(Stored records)

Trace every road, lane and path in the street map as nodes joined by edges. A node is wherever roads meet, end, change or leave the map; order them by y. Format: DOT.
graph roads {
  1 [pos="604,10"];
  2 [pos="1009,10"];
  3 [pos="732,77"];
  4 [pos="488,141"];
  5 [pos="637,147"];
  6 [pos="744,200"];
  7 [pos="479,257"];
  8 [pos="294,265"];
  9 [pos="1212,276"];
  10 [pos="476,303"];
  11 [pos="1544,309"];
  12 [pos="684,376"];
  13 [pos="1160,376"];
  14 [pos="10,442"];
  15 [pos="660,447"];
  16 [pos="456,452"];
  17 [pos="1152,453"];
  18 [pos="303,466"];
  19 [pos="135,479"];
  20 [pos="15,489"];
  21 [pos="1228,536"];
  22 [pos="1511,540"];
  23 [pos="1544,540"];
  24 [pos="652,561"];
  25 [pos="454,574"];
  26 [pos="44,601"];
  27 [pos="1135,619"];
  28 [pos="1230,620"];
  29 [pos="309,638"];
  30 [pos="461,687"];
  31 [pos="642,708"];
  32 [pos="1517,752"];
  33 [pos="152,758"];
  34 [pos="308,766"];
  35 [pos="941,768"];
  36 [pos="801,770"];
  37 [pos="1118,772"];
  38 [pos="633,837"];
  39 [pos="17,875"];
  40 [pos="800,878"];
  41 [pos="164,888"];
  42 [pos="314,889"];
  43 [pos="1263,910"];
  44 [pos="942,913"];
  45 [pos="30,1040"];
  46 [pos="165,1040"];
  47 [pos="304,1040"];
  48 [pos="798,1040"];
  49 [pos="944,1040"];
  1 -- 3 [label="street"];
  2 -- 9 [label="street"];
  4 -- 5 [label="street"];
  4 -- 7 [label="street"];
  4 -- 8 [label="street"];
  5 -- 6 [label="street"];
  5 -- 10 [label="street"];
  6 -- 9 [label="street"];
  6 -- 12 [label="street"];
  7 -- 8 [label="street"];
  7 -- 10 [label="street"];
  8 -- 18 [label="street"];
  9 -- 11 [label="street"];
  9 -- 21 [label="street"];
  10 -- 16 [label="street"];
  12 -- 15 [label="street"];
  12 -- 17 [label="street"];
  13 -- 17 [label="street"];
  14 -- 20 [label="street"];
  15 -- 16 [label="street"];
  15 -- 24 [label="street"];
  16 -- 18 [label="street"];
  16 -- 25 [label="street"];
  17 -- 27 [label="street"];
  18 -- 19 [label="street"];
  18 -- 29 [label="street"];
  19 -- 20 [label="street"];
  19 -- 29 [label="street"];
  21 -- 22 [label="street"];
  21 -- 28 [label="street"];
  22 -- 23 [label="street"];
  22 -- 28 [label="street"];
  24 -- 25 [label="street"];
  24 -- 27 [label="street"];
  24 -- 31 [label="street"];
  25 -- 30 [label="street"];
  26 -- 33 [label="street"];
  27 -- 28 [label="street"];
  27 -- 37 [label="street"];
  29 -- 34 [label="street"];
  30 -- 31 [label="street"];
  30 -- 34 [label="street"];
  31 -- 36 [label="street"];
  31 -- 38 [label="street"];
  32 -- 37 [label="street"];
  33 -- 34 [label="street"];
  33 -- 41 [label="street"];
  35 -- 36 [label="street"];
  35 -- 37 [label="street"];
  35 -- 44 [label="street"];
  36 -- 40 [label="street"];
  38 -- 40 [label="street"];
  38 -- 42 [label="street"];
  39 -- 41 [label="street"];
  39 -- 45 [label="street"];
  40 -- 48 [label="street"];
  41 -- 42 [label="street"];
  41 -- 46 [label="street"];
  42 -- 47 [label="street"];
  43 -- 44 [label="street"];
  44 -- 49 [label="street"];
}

▶ _About this exercise_
Retype the data. Keep every word as it stands.

▶ _Your response_
Trace every road, lane and path in the street map as nodes joined by edges. A node is wherever roads meet, end, change or leave the map; order them by y. Format: DOT.
graph roads {
  1 [pos="604,10"];
  2 [pos="1009,10"];
  3 [pos="732,77"];
  4 [pos="488,141"];
  5 [pos="637,147"];
  6 [pos="744,200"];
  7 [pos="479,257"];
  8 [pos="294,265"];
  9 [pos="1212,276"];
  10 [pos="476,303"];
  11 [pos="1544,309"];
  12 [pos="684,376"];
  13 [pos="1160,376"];
  14 [pos="10,442"];
  15 [pos="660,447"];
  16 [pos="456,452"];
  17 [pos="1152,453"];
  18 [pos="303,466"];
  19 [pos="135,479"];
  20 [pos="15,489"];
  21 [pos="1228,536"];
  22 [pos="1511,540"];
  23 [pos="1544,540"];
  24 [pos="652,561"];
  25 [pos="454,574"];
  26 [pos="44,601"];
  27 [pos="1135,619"];
  28 [pos="1230,620"];
  29 [pos="309,638"];
  30 [pos="461,687"];
  31 [pos="642,708"];
  32 [pos="1517,752"];
  33 [pos="152,758"];
  34 [pos="308,766"];
  35 [pos="941,768"];
  36 [pos="801,770"];
  37 [pos="1118,772"];
  38 [pos="633,837"];
  39 [pos="17,875"];
  40 [pos="800,878"];
  41 [pos="164,888"];
  42 [pos="314,889"];
  43 [pos="1263,910"];
  44 [pos="942,913"];
  45 [pos="30,1040"];
  46 [pos="165,1040"];
  47 [pos="304,1040"];
  48 [pos="798,1040"];
  49 [pos="944,1040"];
  1 -- 3 [label="street"];
  2 -- 9 [label="street"];
  4 -- 5 [label="street"];
  4 -- 7 [label="street"];
  4 -- 8 [label="street"];
  5 -- 6 [label="street"];
  5 -- 10 [label="street"];
  6 -- 9 [label="street"];
  6 -- 12 [label="street"];
  7 -- 8 [label="street"];
  7 -- 10 [label="street"];
  8 -- 18 [label="street"];
  9 -- 11 [label="street"];
  9 -- 21 [label="street"];
  10 -- 16 [label="street"];
  12 -- 15 [label="street"];
  12 -- 17 [label="street"];
  13 -- 17 [label="street"];
  14 -- 20 [label="street"];
  15 -- 16 [label="street"];
  15 -- 24 [label="street"];
  16 -- 18 [label="street"];
  16 -- 25 [label="street"];
  17 -- 27 [label="street"];
  18 -- 19 [label="street"];
  18 -- 29 [label="street"];
  19 -- 20 [label="street"];
  19 -- 29 [label="street"];
  21 -- 22 [label="street"];
  21 -- 28 [label="street"];
  22 -- 23 [label="street"];
  22 -- 28 [label="street"];
  24 -- 25 [label="street"];
  24 -- 27 [label="street"];
  24 -- 31 [label="street"];
  25 -- 30 [label="street"];
  26 -- 33 [label="street"];
  27 -- 28 [label="street"];
  27 -- 37 [label="street"];
  29 -- 34 [label="street"];
  30 -- 31 [label="street"];
  30 -- 34 [label="street"];
  31 -- 36 [label="street"];
  31 -- 38 [label="street"];
  32 -- 37 [label="street"];
  33 -- 34 [label="street"];
  33 -- 41 [label="street"];
  35 -- 36 [label="street"];
  35 -- 37 [label="street"];
  35 -- 44 [label="street"];
  36 -- 40 [label="street"];
  38 -- 40 [label="street"];
  38 -- 42 [label="street"];
  39 -- 41 [label="street"];
  39 -- 45 [label="street"];
  40 -- 48 [label="street"];
  41 -- 42 [label="street"];
  41 -- 46 [label="street"];
  42 -- 47 [label="street"];
  43 -- 44 [label="street"];
  44 -- 49 [label="street"];
}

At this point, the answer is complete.